▼▼▼
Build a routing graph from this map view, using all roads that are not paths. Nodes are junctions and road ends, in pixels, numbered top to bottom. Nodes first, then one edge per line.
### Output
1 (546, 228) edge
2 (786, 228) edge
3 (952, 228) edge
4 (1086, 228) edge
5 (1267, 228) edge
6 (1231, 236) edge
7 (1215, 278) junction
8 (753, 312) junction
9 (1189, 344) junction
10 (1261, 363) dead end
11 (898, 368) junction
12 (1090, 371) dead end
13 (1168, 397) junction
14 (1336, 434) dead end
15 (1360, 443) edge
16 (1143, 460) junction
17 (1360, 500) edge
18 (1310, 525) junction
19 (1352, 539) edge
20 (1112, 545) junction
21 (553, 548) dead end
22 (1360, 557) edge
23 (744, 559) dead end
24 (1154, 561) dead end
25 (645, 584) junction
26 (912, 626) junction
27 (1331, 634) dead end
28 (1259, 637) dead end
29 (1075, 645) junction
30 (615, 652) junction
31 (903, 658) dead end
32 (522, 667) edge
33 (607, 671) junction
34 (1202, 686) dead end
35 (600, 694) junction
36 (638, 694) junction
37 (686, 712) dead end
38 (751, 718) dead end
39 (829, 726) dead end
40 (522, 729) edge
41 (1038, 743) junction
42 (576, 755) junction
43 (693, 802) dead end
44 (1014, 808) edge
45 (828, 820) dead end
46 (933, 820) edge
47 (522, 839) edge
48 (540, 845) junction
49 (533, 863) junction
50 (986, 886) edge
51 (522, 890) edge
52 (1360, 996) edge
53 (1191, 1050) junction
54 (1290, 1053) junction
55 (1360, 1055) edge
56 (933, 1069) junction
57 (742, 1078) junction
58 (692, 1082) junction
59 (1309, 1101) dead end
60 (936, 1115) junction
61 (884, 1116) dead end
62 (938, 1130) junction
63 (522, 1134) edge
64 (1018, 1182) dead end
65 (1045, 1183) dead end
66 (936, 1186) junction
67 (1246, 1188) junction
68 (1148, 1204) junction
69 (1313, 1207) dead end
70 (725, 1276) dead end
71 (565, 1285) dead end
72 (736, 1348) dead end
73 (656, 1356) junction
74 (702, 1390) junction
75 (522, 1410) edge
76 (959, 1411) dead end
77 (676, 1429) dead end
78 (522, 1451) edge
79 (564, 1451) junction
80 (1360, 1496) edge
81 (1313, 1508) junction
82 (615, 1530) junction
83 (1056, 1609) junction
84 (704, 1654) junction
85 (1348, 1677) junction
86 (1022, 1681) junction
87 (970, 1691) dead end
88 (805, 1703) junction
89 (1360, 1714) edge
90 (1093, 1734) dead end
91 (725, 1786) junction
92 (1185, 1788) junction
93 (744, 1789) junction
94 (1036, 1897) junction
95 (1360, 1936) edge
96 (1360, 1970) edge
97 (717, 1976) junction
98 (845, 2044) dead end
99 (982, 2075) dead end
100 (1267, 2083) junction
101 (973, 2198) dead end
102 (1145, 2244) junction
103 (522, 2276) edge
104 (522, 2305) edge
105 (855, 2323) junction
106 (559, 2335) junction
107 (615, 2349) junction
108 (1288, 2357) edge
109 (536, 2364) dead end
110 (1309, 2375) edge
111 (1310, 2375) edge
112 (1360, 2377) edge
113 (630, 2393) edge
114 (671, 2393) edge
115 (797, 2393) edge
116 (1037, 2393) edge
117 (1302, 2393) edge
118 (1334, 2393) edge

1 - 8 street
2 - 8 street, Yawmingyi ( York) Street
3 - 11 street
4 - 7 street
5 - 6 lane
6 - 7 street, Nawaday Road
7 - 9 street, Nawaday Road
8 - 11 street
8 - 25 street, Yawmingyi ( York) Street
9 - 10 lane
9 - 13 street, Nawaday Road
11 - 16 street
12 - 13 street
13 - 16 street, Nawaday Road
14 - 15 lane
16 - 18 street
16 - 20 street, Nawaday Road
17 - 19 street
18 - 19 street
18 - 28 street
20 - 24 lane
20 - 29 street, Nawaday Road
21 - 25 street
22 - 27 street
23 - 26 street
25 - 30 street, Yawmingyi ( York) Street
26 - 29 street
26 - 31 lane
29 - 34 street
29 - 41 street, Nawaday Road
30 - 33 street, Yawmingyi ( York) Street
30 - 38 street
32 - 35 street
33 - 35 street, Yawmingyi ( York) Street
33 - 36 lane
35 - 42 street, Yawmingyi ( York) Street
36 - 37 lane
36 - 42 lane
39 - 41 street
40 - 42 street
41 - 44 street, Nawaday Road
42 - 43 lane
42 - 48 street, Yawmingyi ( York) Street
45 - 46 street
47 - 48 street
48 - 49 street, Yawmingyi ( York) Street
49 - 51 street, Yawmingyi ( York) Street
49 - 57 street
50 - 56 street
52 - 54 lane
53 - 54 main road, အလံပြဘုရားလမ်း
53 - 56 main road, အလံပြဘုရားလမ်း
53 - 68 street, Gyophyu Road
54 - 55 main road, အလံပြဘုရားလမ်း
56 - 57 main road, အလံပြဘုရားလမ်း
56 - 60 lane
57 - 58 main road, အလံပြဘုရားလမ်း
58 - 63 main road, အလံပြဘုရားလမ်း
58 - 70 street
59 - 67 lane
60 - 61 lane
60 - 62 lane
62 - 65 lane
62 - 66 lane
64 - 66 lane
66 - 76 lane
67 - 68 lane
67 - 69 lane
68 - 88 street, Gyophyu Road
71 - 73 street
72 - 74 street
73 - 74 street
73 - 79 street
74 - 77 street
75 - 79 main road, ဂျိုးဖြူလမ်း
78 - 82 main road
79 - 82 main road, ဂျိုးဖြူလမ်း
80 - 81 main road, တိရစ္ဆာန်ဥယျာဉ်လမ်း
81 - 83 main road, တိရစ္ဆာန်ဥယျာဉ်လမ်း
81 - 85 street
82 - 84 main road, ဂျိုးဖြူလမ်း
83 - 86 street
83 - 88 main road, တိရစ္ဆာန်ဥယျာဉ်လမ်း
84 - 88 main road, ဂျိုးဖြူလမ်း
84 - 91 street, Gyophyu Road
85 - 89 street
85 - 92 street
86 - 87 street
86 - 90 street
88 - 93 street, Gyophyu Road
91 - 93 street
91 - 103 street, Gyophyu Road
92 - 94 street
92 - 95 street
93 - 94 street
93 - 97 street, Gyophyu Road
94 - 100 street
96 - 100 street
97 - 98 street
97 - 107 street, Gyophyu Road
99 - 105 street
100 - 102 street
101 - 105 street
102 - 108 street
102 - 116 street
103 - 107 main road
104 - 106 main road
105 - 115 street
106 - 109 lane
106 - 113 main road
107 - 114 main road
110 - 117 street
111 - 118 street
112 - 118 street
▲▲▲
TASK DIRECTIONS ▸ Copy the whole of the data above exactly.

SOLUTION TO THIS EXERCISE ▸
Build a routing graph from this map view, using all roads that are not paths. Nodes are junctions and road ends, in pixels, numbered top to bottom. Nodes first, then one edge per line.
### Output
1 (546, 228) edge
2 (786, 228) edge
3 (952, 228) edge
4 (1086, 228) edge
5 (1267, 228) edge
6 (1231, 236) edge
7 (1215, 278) junction
8 (753, 312) junction
9 (1189, 344) junction
10 (1261, 363) dead end
11 (898, 368) junction
12 (1090, 371) dead end
13 (1168, 397) junction
14 (1336, 434) dead end
15 (1360, 443) edge
16 (1143, 460) junction
17 (1360, 500) edge
18 (1310, 525) junction
19 (1352, 539) edge
20 (1112, 545) junction
21 (553, 548) dead end
22 (1360, 557) edge
23 (744, 559) dead end
24 (1154, 561) dead end
25 (645, 584) junction
26 (912, 626) junction
27 (1331, 634) dead end
28 (1259, 637) dead end
29 (1075, 645) junction
30 (615, 652) junction
31 (903, 658) dead end
32 (522, 667) edge
33 (607, 671) junction
34 (1202, 686) dead end
35 (600, 694) junction
36 (638, 694) junction
37 (686, 712) dead end
38 (751, 718) dead end
39 (829, 726) dead end
40 (522, 729) edge
41 (1038, 743) junction
42 (576, 755) junction
43 (693, 802) dead end
44 (1014, 808) edge
45 (828, 820) dead end
46 (933, 820) edge
47 (522, 839) edge
48 (540, 845) junction
49 (533, 863) junction
50 (986, 886) edge
51 (522, 890) edge
52 (1360, 996) edge
53 (1191, 1050) junction
54 (1290, 1053) junction
55 (1360, 1055) edge
56 (933, 1069) junction
57 (742, 1078) junction
58 (692, 1082) junction
59 (1309, 1101) dead end
60 (936, 1115) junction
61 (884, 1116) dead end
62 (938, 1130) junction
63 (522, 1134) edge
64 (1018, 1182) dead end
65 (1045, 1183) dead end
66 (936, 1186) junction
67 (1246, 1188) junction
68 (1148, 1204) junction
69 (1313, 1207) dead end
70 (725, 1276) dead end
71 (565, 1285) dead end
72 (736, 1348) dead end
73 (656, 1356) junction
74 (702, 1390) junction
75 (522, 1410) edge
76 (959, 1411) dead end
77 (676, 1429) dead end
78 (522, 1451) edge
79 (564, 1451) junction
80 (1360, 1496) edge
81 (1313, 1508) junction
82 (615, 1530) junction
83 (1056, 1609) junction
84 (704, 1654) junction
85 (1348, 1677) junction
86 (1022, 1681) junction
87 (970, 1691) dead end
88 (805, 1703) junction
89 (1360, 1714) edge
90 (1093, 1734) dead end
91 (725, 1786) junction
92 (1185, 1788) junction
93 (744, 1789) junction
94 (1036, 1897) junction
95 (1360, 1936) edge
96 (1360, 1970) edge
97 (717, 1976) junction
98 (845, 2044) dead end
99 (982, 2075) dead end
100 (1267, 2083) junction
101 (973, 2198) dead end
102 (1145, 2244) junction
103 (522, 2276) edge
104 (522, 2305) edge
105 (855, 2323) junction
106 (559, 2335) junction
107 (615, 2349) junction
108 (1288, 2357) edge
109 (536, 2364) dead end
110 (1309, 2375) edge
111 (1310, 2375) edge
112 (1360, 2377) edge
113 (630, 2393) edge
114 (671, 2393) edge
115 (797, 2393) edge
116 (1037, 2393) edge
117 (1302, 2393) edge
118 (1334, 2393) edge

1 - 8 street
2 - 8 street, Yawmingyi ( York) Street
3 - 11 street
4 - 7 street
5 - 6 lane
6 - 7 street, Nawaday Road
7 - 9 street, Nawaday Road
8 - 11 street
8 - 25 street, Yawmingyi ( York) Street
9 - 10 lane
9 - 13 street, Nawaday Road
11 - 16 street
12 - 13 street
13 - 16 street, Nawaday Road
14 - 15 lane
16 - 18 street
16 - 20 street, Nawaday Road
17 - 19 street
18 - 19 street
18 - 28 street
20 - 24 lane
20 - 29 street, Nawaday Road
21 - 25 street
22 - 27 street
23 - 26 street
25 - 30 street, Yawmingyi ( York) Street
26 - 29 street
26 - 31 lane
29 - 34 street
29 - 41 street, Nawaday Road
30 - 33 street, Yawmingyi ( York) Street
30 - 38 street
32 - 35 street
33 - 35 street, Yawmingyi ( York) Street
33 - 36 lane
35 - 42 street, Yawmingyi ( York) Street
36 - 37 lane
36 - 42 lane
39 - 41 street
40 - 42 street
41 - 44 street, Nawaday Road
42 - 43 lane
42 - 48 street, Yawmingyi ( York) Street
45 - 46 street
47 - 48 street
48 - 49 street, Yawmingyi ( York) Street
49 - 51 street, Yawmingyi ( York) Street
49 - 57 street
50 - 56 street
52 - 54 lane
53 - 54 main road, အလံပြဘုရားလမ်း
53 - 56 main road, အလံပြဘုရားလမ်း
53 - 68 street, Gyophyu Road
54 - 55 main road, အလံပြဘုရားလမ်း
56 - 57 main road, အလံပြဘုရားလမ်း
56 - 60 lane
57 - 58 main road, အလံပြဘုရားလမ်း
58 - 63 main road, အလံပြဘုရားလမ်း
58 - 70 street
59 - 67 lane
60 - 61 lane
60 - 62 lane
62 - 65 lane
62 - 66 lane
64 - 66 lane
66 - 76 lane
67 - 68 lane
67 - 69 lane
68 - 88 street, Gyophyu Road
71 - 73 street
72 - 74 street
73 - 74 street
73 - 79 street
74 - 77 street
75 - 79 main road, ဂျိုးဖြူလမ်း
78 - 82 main road
79 - 82 main road, ဂျိုးဖြူလမ်း
80 - 81 main road, တိရစ္ဆာန်ဥယျာဉ်လမ်း
81 - 83 main road, တိရစ္ဆာန်ဥယျာဉ်လမ်း
81 - 85 street
82 - 84 main road, ဂျိုးဖြူလမ်း
83 - 86 street
83 - 88 main road, တိရစ္ဆာန်ဥယျာဉ်လမ်း
84 - 88 main road, ဂျိုးဖြူလမ်း
84 - 91 street, Gyophyu Road
85 - 89 street
85 - 92 street
86 - 87 street
86 - 90 street
88 - 93 street, Gyophyu Road
91 - 93 street
91 - 103 street, Gyophyu Road
92 - 94 street
92 - 95 street
93 - 94 street
93 - 97 street, Gyophyu Road
94 - 100 street
96 - 100 street
97 - 98 street
97 - 107 street, Gyophyu Road
99 - 105 street
100 - 102 street
101 - 105 street
102 - 108 street
102 - 116 street
103 - 107 main road
104 - 106 main road
105 - 115 street
106 - 109 lane
106 - 113 main road
107 - 114 main road
110 - 117 street
111 - 118 street
112 - 118 street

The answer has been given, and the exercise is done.